● Try it
Write the data out again so that it matches word for word.

[Collected data entries]
----

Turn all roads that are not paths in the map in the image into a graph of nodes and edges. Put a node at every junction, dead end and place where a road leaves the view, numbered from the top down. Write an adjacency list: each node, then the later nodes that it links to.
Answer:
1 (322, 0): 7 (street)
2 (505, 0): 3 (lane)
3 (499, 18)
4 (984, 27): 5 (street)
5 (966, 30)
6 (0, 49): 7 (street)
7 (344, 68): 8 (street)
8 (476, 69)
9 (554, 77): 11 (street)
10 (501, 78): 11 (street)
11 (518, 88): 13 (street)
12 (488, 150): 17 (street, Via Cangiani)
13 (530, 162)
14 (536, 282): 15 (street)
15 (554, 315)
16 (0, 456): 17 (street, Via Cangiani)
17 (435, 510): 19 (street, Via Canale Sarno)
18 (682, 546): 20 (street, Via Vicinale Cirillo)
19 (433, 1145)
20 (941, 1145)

----

● Result of this exercise
Turn all roads that are not paths in the map in the image into a graph of nodes and edges. Put a node at every junction, dead end and place where a road leaves the view, numbered from the top down. Write an adjacency list: each node, then the later nodes that it links to.
Answer:
1 (322, 0): 7 (street)
2 (505, 0): 3 (lane)
3 (499, 18)
4 (984, 27): 5 (street)
5 (966, 30)
6 (0, 49): 7 (street)
7 (344, 68): 8 (street)
8 (476, 69)
9 (554, 77): 11 (street)
10 (501, 78): 11 (street)
11 (518, 88): 13 (street)
12 (488, 150): 17 (street, Via Cangiani)
13 (530, 162)
14 (536, 282): 15 (street)
15 (554, 315)
16 (0, 456): 17 (street, Via Cangiani)
17 (435, 510): 19 (street, Via Canale Sarno)
18 (682, 546): 20 (street, Via Vicinale Cirillo)
19 (433, 1145)
20 (941, 1145)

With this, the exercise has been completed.